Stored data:
◇ ◇ ◇ ◇ ◇ ◇ ◇

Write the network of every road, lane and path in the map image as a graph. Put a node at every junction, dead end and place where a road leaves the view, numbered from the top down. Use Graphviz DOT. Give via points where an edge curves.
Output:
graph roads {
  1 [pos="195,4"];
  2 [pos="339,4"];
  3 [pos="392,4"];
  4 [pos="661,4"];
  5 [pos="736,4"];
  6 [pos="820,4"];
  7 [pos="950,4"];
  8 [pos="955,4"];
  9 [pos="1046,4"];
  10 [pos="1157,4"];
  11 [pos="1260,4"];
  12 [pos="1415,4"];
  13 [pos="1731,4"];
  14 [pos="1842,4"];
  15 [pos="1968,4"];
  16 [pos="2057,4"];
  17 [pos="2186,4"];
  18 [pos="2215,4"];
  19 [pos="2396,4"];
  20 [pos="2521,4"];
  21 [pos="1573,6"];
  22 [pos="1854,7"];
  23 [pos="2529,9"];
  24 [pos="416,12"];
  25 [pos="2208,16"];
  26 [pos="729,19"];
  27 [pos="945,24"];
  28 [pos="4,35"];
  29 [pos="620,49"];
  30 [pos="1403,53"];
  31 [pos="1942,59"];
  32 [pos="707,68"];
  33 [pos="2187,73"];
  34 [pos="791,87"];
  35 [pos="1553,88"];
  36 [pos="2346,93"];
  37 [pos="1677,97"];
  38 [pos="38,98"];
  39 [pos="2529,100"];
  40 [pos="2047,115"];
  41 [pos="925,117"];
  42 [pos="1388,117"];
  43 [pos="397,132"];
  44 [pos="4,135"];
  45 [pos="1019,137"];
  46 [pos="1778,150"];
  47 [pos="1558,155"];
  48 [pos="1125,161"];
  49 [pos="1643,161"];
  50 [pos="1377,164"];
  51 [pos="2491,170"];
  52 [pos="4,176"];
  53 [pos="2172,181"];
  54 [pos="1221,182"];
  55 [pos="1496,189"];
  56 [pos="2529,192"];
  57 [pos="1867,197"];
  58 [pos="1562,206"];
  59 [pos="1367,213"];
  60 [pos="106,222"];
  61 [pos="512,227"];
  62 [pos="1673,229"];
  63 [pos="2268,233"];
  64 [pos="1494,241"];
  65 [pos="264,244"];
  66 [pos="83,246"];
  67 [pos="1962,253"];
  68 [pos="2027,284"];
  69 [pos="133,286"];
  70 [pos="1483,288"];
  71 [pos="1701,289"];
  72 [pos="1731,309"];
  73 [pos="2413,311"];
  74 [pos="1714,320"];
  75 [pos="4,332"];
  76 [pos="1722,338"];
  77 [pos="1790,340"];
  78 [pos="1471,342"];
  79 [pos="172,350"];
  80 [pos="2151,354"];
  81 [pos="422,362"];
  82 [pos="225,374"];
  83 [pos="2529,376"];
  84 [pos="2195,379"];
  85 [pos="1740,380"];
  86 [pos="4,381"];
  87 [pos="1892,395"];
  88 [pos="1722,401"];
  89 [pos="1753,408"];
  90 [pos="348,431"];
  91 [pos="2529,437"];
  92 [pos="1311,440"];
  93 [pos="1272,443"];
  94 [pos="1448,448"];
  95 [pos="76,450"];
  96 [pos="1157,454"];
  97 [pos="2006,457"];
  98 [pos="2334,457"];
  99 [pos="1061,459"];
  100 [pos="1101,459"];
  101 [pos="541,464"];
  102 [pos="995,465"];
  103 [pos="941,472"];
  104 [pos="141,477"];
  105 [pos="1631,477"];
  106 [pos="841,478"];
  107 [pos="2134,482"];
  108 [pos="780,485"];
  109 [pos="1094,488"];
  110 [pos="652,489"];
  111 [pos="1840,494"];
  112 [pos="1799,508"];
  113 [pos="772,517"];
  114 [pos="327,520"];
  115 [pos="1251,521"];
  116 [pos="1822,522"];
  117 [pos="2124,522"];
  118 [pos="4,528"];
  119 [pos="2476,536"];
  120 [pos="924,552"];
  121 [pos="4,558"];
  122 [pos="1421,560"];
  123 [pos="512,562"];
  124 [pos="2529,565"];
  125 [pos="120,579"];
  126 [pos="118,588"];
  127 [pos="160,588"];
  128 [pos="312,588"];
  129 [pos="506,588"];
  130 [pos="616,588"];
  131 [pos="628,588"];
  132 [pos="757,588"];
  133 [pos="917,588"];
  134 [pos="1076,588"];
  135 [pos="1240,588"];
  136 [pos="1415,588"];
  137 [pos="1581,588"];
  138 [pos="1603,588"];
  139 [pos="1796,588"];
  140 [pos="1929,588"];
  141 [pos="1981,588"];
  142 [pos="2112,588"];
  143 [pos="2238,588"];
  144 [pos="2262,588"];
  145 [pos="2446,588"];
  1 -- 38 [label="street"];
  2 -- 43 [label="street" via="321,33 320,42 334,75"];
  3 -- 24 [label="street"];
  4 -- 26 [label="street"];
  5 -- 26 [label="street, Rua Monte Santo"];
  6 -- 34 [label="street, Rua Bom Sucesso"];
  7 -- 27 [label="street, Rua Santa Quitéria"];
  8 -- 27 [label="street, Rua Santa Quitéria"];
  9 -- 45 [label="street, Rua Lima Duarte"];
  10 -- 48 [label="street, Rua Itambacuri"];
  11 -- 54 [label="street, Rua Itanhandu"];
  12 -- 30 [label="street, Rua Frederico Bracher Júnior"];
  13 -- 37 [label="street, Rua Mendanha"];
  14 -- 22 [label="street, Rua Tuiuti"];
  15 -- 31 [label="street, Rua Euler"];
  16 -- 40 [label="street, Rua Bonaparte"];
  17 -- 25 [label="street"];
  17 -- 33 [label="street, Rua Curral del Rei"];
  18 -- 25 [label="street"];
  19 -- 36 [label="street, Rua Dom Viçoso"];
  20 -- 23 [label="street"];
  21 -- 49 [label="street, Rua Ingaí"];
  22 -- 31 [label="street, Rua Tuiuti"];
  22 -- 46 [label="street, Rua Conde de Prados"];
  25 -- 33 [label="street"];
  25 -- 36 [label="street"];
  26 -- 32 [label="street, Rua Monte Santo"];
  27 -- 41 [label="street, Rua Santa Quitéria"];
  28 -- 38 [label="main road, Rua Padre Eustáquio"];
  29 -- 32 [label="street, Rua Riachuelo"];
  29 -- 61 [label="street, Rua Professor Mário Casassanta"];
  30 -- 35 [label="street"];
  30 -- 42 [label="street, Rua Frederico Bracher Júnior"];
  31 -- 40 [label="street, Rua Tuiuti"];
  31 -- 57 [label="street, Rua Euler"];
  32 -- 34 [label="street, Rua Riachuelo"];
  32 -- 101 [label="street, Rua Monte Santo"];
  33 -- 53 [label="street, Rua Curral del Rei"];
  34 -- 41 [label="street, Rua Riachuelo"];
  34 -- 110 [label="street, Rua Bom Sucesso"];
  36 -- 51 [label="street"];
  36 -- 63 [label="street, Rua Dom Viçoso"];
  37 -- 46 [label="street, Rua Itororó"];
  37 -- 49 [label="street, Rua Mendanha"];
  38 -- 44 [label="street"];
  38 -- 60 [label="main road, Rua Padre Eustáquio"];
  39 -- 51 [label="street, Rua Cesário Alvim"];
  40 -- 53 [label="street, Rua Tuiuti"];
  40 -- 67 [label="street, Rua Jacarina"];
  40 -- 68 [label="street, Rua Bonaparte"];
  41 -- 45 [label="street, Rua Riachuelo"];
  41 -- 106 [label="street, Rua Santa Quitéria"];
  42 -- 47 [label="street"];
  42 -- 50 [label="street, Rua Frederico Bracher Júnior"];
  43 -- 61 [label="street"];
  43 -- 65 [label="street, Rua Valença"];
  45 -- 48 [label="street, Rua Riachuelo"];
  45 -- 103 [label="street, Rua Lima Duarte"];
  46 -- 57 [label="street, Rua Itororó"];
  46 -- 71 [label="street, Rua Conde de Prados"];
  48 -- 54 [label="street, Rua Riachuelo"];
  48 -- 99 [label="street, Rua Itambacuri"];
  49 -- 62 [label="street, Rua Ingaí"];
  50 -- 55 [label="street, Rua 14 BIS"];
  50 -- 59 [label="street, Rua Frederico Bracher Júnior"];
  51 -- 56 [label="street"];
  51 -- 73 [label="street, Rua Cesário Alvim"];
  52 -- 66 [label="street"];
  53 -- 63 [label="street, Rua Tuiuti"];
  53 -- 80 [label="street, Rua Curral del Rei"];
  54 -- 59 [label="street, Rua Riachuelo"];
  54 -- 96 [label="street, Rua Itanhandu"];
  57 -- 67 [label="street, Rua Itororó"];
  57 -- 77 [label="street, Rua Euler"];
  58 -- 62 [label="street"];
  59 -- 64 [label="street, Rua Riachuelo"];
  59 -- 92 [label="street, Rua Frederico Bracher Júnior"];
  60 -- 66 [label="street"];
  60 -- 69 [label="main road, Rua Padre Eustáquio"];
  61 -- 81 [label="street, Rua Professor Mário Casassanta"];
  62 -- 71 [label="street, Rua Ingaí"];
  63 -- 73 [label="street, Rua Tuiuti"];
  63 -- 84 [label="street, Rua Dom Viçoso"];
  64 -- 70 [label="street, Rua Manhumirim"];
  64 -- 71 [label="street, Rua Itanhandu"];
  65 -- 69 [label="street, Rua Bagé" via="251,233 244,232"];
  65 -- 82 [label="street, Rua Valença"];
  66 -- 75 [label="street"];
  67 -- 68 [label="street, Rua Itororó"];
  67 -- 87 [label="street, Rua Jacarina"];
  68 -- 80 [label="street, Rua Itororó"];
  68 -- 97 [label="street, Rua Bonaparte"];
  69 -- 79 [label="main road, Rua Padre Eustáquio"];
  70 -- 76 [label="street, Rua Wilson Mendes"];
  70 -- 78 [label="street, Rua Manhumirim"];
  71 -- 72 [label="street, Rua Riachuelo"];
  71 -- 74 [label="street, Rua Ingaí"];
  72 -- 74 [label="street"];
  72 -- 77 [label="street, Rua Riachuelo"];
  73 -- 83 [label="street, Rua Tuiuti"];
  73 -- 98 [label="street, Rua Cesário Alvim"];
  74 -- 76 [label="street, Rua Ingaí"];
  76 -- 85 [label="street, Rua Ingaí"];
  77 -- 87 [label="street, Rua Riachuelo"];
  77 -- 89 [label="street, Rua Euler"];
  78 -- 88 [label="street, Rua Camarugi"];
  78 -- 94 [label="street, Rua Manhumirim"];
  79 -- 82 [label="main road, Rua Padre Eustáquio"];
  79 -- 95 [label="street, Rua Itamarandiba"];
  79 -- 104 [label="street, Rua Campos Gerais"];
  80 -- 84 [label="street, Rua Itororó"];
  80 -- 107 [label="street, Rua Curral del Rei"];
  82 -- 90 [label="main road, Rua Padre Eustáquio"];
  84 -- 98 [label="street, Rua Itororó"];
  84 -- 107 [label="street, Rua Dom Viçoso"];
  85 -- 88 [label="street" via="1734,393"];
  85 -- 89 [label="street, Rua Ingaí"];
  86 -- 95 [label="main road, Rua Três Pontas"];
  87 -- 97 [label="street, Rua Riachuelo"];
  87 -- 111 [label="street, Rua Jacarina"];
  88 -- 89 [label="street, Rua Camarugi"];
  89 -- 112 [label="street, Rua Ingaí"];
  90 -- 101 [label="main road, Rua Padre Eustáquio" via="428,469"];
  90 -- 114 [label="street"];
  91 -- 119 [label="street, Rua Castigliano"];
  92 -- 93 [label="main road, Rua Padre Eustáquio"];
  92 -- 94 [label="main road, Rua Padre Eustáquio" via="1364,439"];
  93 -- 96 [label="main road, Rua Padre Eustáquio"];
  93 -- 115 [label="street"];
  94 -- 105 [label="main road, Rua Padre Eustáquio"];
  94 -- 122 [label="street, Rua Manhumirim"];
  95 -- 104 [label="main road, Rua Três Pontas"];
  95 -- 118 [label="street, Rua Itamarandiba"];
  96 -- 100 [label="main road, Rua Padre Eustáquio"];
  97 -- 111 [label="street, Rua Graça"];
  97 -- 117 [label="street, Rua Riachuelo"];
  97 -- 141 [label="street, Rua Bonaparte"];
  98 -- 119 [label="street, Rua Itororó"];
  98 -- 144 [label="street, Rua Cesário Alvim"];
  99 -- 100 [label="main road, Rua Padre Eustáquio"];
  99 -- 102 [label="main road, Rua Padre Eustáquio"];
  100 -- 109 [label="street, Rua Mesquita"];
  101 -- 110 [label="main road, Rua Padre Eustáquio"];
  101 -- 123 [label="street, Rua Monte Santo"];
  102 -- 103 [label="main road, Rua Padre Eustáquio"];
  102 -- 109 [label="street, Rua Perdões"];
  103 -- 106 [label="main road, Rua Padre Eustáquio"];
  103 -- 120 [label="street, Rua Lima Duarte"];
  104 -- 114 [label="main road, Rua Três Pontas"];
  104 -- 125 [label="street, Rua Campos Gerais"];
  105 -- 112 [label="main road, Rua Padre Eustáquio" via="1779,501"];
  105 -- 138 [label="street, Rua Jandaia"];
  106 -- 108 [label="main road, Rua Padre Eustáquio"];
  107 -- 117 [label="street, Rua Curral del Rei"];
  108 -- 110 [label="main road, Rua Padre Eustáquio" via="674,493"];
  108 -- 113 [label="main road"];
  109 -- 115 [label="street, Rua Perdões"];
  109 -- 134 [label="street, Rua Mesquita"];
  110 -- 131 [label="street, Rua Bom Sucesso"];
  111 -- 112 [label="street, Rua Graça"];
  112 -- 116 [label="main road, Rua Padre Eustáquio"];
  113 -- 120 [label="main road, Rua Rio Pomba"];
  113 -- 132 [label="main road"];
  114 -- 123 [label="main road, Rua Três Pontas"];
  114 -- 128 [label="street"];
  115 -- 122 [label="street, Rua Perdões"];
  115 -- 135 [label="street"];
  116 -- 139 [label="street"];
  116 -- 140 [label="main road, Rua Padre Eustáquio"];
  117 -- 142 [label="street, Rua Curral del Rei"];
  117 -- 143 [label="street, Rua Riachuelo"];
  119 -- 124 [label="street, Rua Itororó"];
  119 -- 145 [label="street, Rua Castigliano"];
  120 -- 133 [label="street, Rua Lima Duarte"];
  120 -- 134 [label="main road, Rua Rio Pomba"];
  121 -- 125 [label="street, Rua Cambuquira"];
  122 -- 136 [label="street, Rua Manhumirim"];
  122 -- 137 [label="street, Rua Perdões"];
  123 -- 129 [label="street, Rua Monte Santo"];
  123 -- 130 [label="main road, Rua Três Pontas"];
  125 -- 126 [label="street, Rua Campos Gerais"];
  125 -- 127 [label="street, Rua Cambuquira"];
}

◇ ◇ ◇ ◇ ◇ ◇ ◇

▸ **AIM OF THE EXERCISE**:
Which lines in the records above contain the string "Campos"? Copy them.

▸ **EXERCISE RESPONSE**:
  79 -- 104 [label="street, Rua Campos Gerais"];
  104 -- 125 [label="street, Rua Campos Gerais"];
  125 -- 126 [label="street, Rua Campos Gerais"];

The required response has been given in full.